_EXERCISE INPUT_.
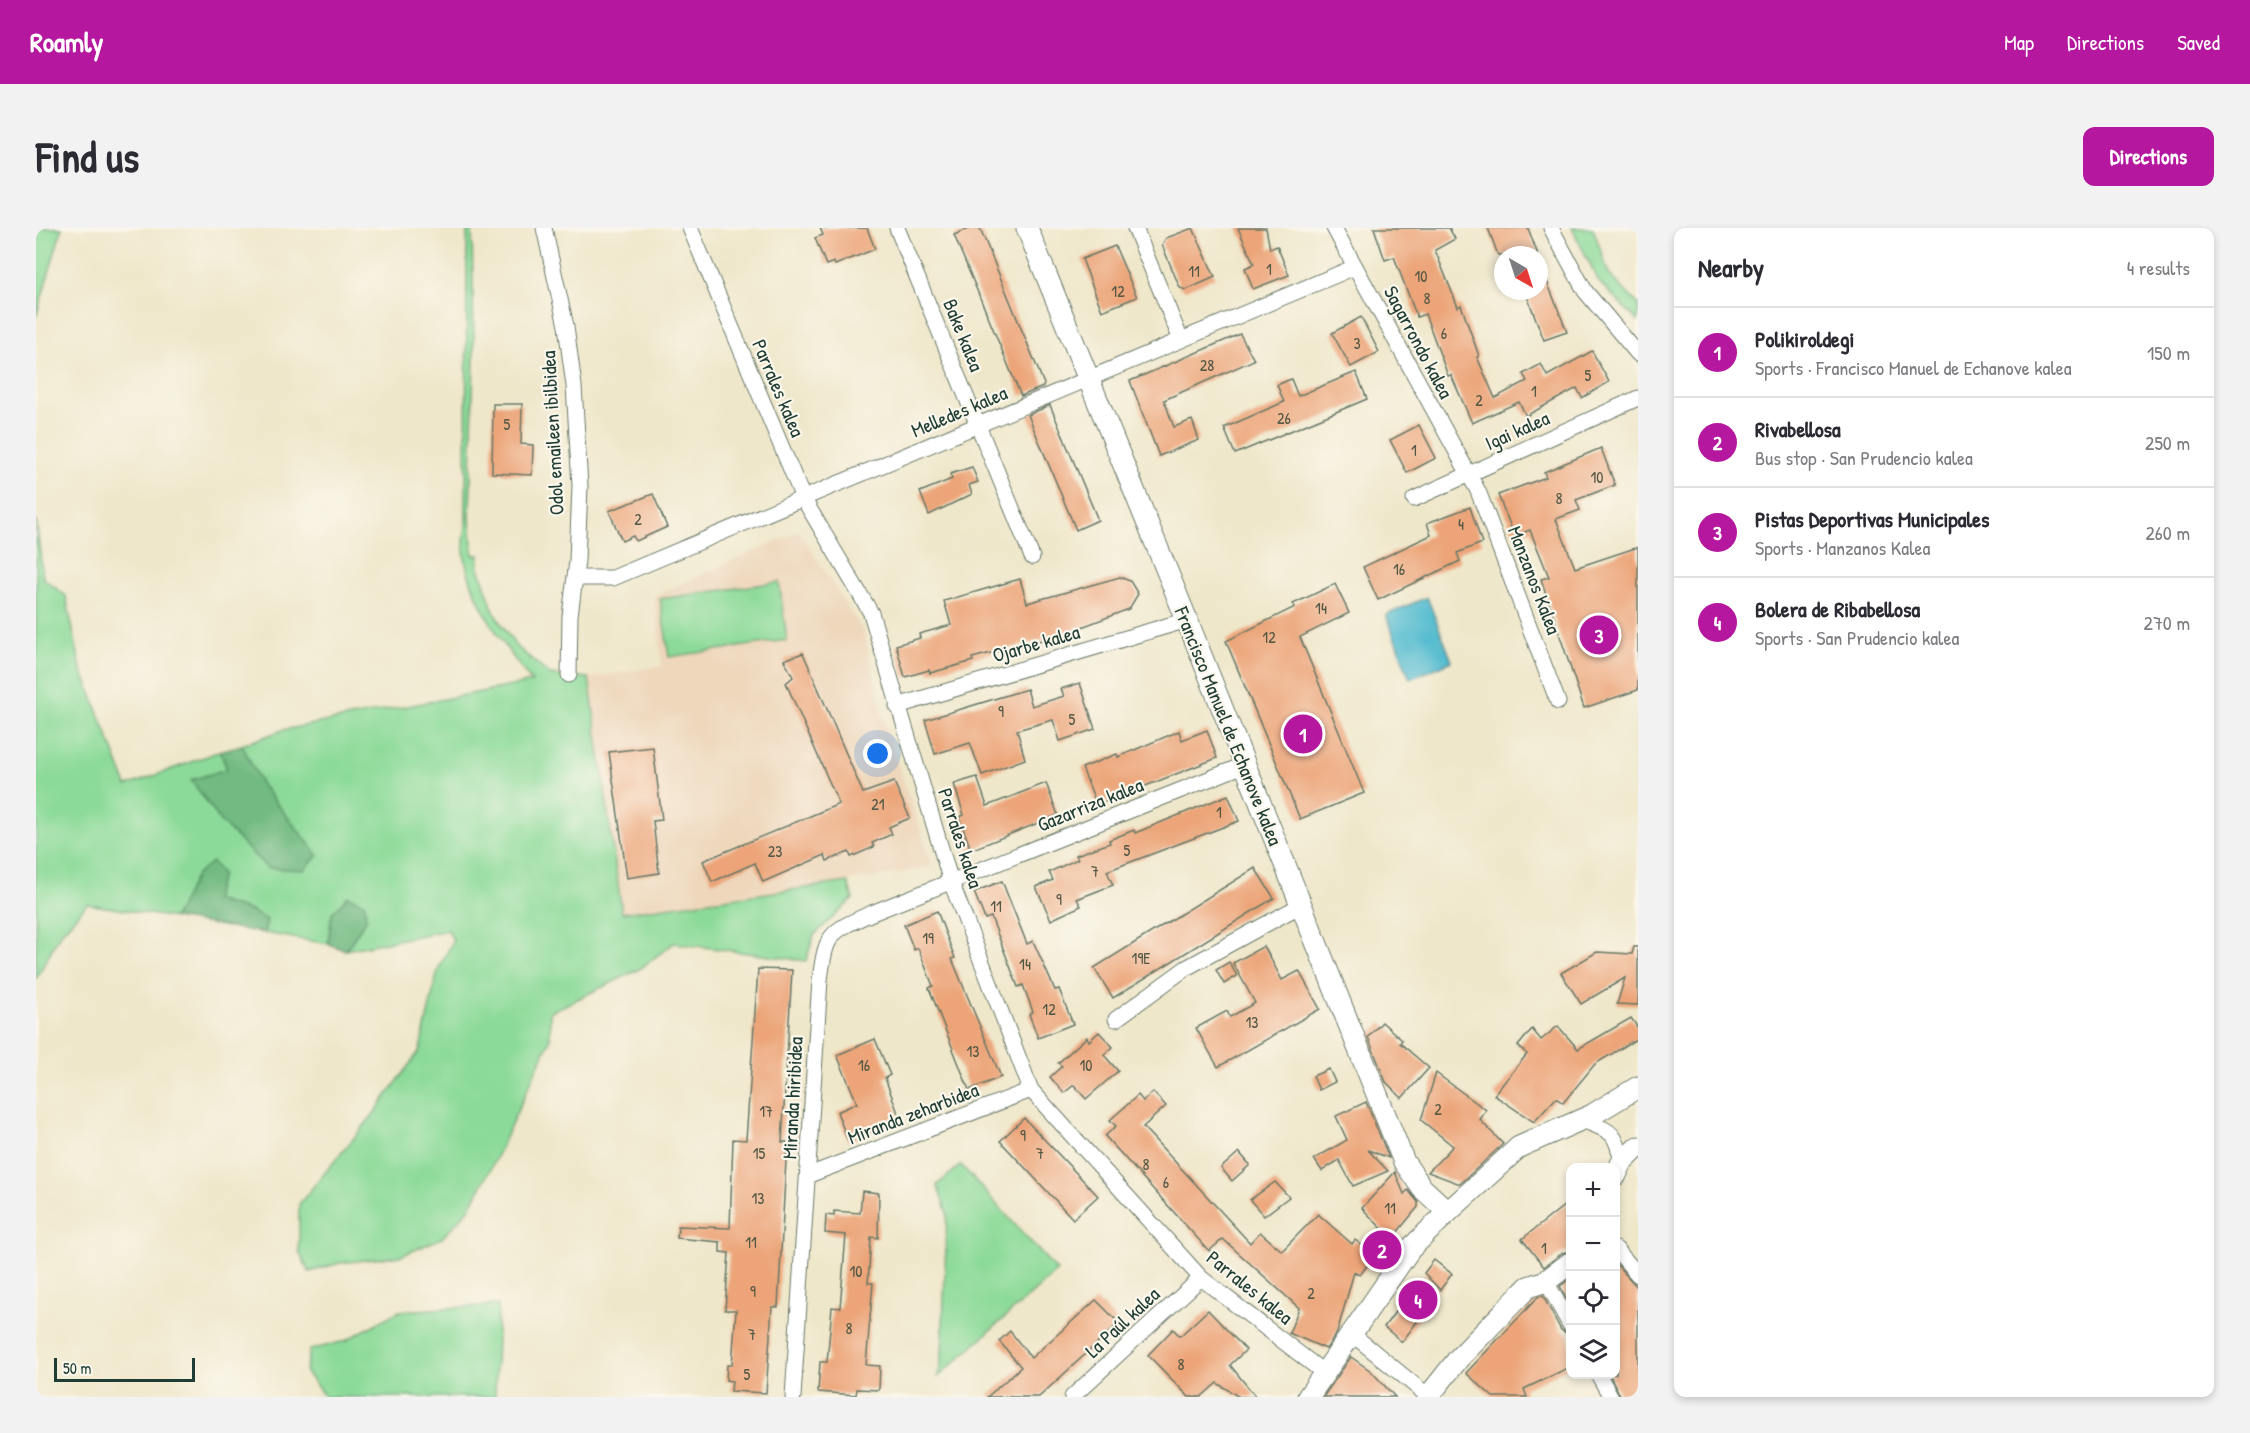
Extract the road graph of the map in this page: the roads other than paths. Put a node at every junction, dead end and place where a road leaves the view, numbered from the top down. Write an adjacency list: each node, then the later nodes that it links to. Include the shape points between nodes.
1 (690, 228): 15 (street, Parrales kalea)
2 (897, 228): 13 (street, Bake kalea)
3 (1027, 228): 11 (street, Francisco Manuel de Echanove kalea)
4 (1135, 228): 9 (street)
5 (1334, 228): 8 (street, Sagarrondo kalea)
6 (1551, 228): 10 (street, via 1585,291)
7 (547, 232): 18 (street, Odol emaileen ibilbidea, via 567,326 574,386 580,486)
8 (1355, 267): 9 (street, Melledes kalea); 14 (street, Sagarrondo kalea)
9 (1181, 340): 11 (street, Melledes kalea)
10 (1638, 354)
11 (1088, 379): 13 (street, Melledes kalea); 19 (street, Francisco Manuel de Echanove kalea)
12 (1638, 398): 14 (street, Igai kalea)
13 (978, 426): 15 (street, Melledes kalea); 17 (street, Bake kalea)
14 (1468, 475): 16 (street, Igai kalea); 21 (street, Manzanos Kalea, via 1478,491)
15 (803, 498): 18 (street, Melledes kalea, via 613,578); 22 (street, Parrales kalea, via 871,614)
16 (1414, 499)
17 (1032, 557)
18 (575, 579): 20 (street, Odol emaileen ibilbidea)
19 (1187, 620): 22 (street, Ojarbe kalea); 23 (street, Francisco Manuel de Echanove kalea)
20 (569, 675)
21 (1558, 702)
22 (897, 706): 24 (street, Parrales kalea)
23 (1245, 765): 24 (street, Gazarriza kalea); 25 (street, Francisco Manuel de Echanove kalea)
24 (951, 882): 28 (street, Parrales kalea); 33 (street, Miranda hiribidea, via 846,924 831,934 824,947)
25 (1301, 905): 26 (street, via 1186,968); 34 (street, Francisco Manuel de Echanove kalea, via 1404,1162 1422,1188)
26 (1116, 1018)
27 (1638, 1087): 29 (street)
28 (1031, 1090): 33 (street, Miranda zeharbidea); 38 (street, Parrales kalea)
29 (1582, 1120): 31 (street, via 1617,1138); 34 (street, via 1520,1147)
30 (1638, 1148): 32 (street)
31 (1619, 1163)
32 (1620, 1168)
33 (809, 1175): 45 (street, Miranda hiribidea)
34 (1449, 1212): 41 (street, via 1410,1249)
35 (1620, 1254): 37 (street)
36 (1566, 1266): 39 (street)
37 (1638, 1275)
38 (1201, 1278): 42 (street, Parrales kalea); 46 (street, La Paúl kalea)
39 (1546, 1281): 40 (street); 44 (street, via 1528,1287)
40 (1566, 1318)
41 (1352, 1334): 42 (street); 44 (street)
42 (1323, 1372): 47 (street)
43 (1601, 1379): 48 (street)
44 (1428, 1396)
45 (793, 1397)
46 (1072, 1397)
47 (1308, 1397)
48 (1611, 1397)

_YOUR INSTRUCTIONS_. How many lines of the data contain the word "Sagarrondo"? Answer with the number alone.

_RESPONSE_. 2